Some people reading this might object to the claim that we are old, while others may be picking their jaws up from the floor after exclaiming, "Holy, Methuselah!" Allow me to explain my reasoning. Think of the oldest living person you know who has children. I guarantee that their children's ages are in the double digits. I am certain that no living person on earth today has a child whose age is in the triple digits. Well, the Princess of Awesomeness has had a double digit age for nearly a year, officially making as old as the oldest living person on earth!
The Princess of Awesomeness, in fact, is old for her age. Certainly some of you may object to that statement, saying you cannot be old for your age; you either are your age or you are not. Now some of you may be objecting to that statement, saying you cannot not be your age. Some of you may now be objecting to the fact that I don't make any sense.
Regardless, the Princess of Awesomeness is old for her age. How? She is about to finish the 6th grade. Most people are 12 years old, or will very soon be, when they finish 6th grade. The Princess of Awesomeness, as I mentioned before, will soon be 11 years old, thus making her old for her age. Or maybe that makes her young for her age since she is younger than the next youngest 6th-grader by a whole year. Or is she old for her age because she is finishing the grade above all of the other 10- and 11-year-olds? Or is she old because she has the same number of digits in her age as the oldest person in the world who still has living parents? Regardless, we are old!
You may be wondering why the Princess of Awesomeness is finishing 6th grade instead of 5th grade with all of the other 10- and 11-year-old. The answer should be obvious: she did 5th grade last year! Some of you may be wondering why she didn't do 4th grade last year with all of the other 9- and 10-year olds. The answer should really be obvious: she did 4th grade the year before. A few of you may be wondering why she didn't do 3rd grade the year before with all of the other 8- and 9-year olds. Well, because she did 3rd grade the year before that! A couple of you may be wondering why she didn't do 2nd grade the year before that with all of the other 7- and 8-year-olds. Because she started 2nd grade with all of the other 6- and 7-year-olds!
One of you just shouted, "What do you mean the other 6- and 7-year-olds??? 2nd graders are 7 and 8 years old!" Not in England!
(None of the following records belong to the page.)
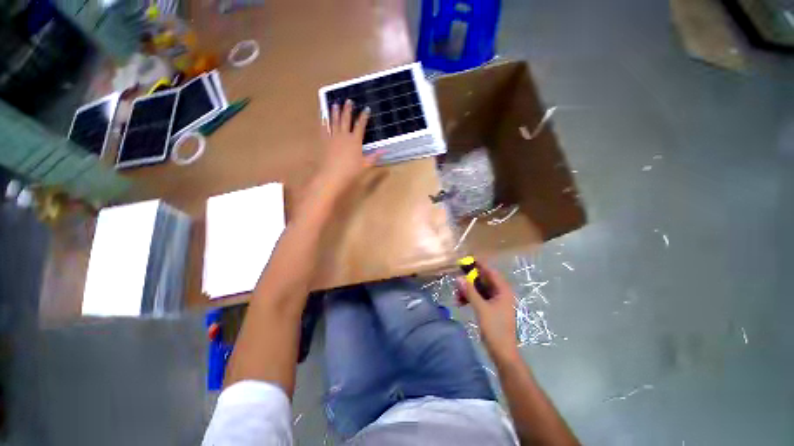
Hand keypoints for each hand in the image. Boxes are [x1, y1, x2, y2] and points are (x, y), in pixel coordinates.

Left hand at [319, 99, 379, 191]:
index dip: (364, 116)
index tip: (366, 109)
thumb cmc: (351, 171)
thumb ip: (375, 156)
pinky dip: (324, 121)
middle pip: (346, 119)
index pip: (361, 125)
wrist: (332, 175)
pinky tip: (323, 116)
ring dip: (335, 112)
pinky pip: (324, 128)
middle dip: (348, 110)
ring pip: (334, 121)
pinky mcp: (324, 141)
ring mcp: (333, 137)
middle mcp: (344, 135)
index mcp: (355, 141)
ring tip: (335, 104)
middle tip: (348, 100)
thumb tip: (386, 150)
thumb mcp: (366, 164)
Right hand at [457, 263, 519, 362]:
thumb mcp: (481, 308)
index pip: (490, 272)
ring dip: (468, 291)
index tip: (465, 260)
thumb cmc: (495, 328)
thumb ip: (470, 291)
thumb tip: (459, 277)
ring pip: (479, 289)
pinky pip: (479, 298)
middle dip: (469, 280)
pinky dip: (470, 298)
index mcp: (503, 290)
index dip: (478, 265)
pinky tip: (460, 302)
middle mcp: (501, 293)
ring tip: (457, 296)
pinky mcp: (491, 308)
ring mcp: (496, 301)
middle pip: (483, 280)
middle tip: (456, 281)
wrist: (502, 352)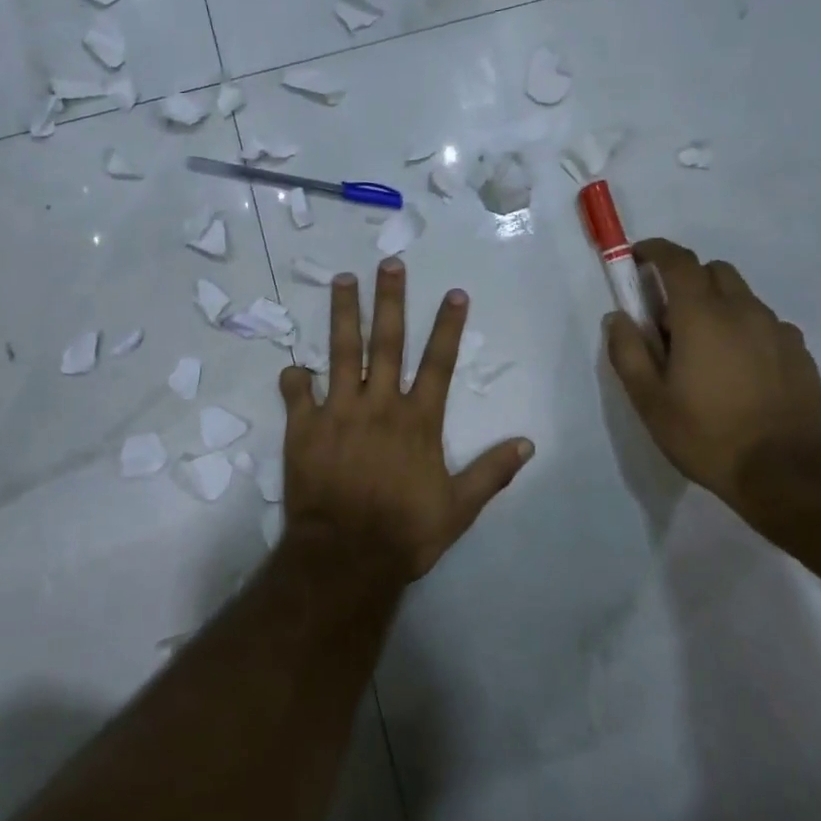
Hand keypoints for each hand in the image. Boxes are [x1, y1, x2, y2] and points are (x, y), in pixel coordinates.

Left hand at [278, 258, 534, 584]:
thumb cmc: (404, 532)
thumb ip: (491, 472)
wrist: (346, 556)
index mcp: (418, 421)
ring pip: (341, 352)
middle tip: (389, 264)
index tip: (454, 292)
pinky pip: (297, 393)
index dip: (447, 326)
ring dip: (344, 314)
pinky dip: (294, 378)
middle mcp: (379, 405)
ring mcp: (338, 412)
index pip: (439, 363)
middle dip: (390, 300)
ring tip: (343, 280)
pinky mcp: (304, 428)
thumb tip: (527, 443)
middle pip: (387, 342)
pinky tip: (292, 365)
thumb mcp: (459, 508)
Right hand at [605, 240, 820, 520]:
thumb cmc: (705, 435)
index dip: (655, 251)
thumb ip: (627, 352)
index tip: (638, 258)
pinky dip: (745, 331)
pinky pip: (766, 326)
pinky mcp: (800, 353)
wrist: (784, 473)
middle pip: (714, 272)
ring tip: (705, 352)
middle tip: (669, 320)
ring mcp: (778, 331)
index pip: (678, 261)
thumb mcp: (649, 400)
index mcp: (703, 316)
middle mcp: (744, 311)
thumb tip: (617, 317)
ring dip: (718, 307)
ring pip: (743, 298)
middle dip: (688, 281)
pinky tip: (739, 371)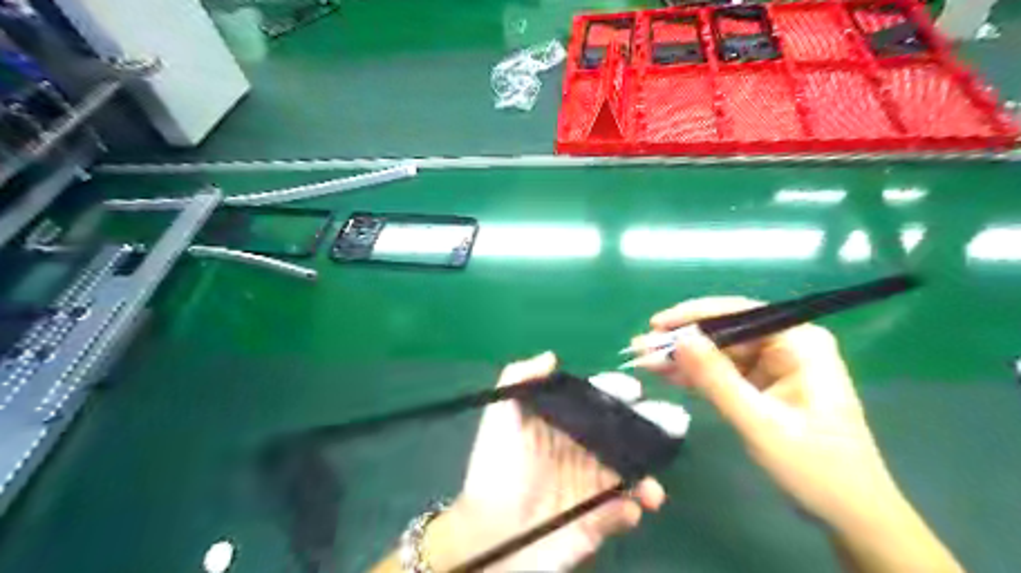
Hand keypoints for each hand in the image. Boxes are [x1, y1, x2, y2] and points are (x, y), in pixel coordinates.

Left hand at [421, 351, 665, 570]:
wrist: (489, 537)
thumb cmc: (497, 470)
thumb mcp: (500, 418)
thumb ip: (518, 379)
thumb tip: (551, 357)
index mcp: (560, 427)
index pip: (594, 404)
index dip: (614, 394)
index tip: (634, 389)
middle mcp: (578, 452)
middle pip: (619, 435)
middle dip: (646, 428)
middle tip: (672, 423)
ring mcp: (588, 487)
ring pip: (628, 473)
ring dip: (647, 475)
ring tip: (652, 487)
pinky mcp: (594, 521)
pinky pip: (622, 511)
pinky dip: (631, 509)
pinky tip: (629, 508)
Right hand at [635, 299, 966, 571]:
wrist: (850, 513)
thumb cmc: (814, 467)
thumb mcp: (759, 422)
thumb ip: (716, 379)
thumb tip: (679, 339)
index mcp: (799, 342)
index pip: (738, 313)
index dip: (693, 316)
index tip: (655, 325)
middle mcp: (787, 345)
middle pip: (724, 332)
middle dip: (682, 341)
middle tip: (640, 348)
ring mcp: (775, 365)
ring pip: (719, 352)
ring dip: (683, 359)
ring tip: (644, 361)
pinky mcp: (763, 384)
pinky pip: (723, 372)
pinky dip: (696, 376)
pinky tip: (666, 375)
The Princess of Awesomeness started school at the ripe old age of 4 with all of her 4-year-old British neighbors (pardon me, neighbours; Brits have extra U's that we don't have. I mean, Briuts hauve euxtra Uu'su thaut weu doun't hauve).
So the Princess of Awesomeness has gone to school on both sides of the Atlantic Ocean Pond. Whether here or there, she has always been at the top of her class. (Academically speaking. Being physically at the top of her class would require very impressive levitation skills!) Having dominated her class in two separate countries on two separate sides of the world, I think we can officially say she has conquered the world. So yes, when next you see her, the proper greeting is to bow down to your ruler.
And, because she started school in England, the Princess of Awesomeness is now young or old for her age, while her British counterparts are still their age for their age, and we are still old. I mean ould.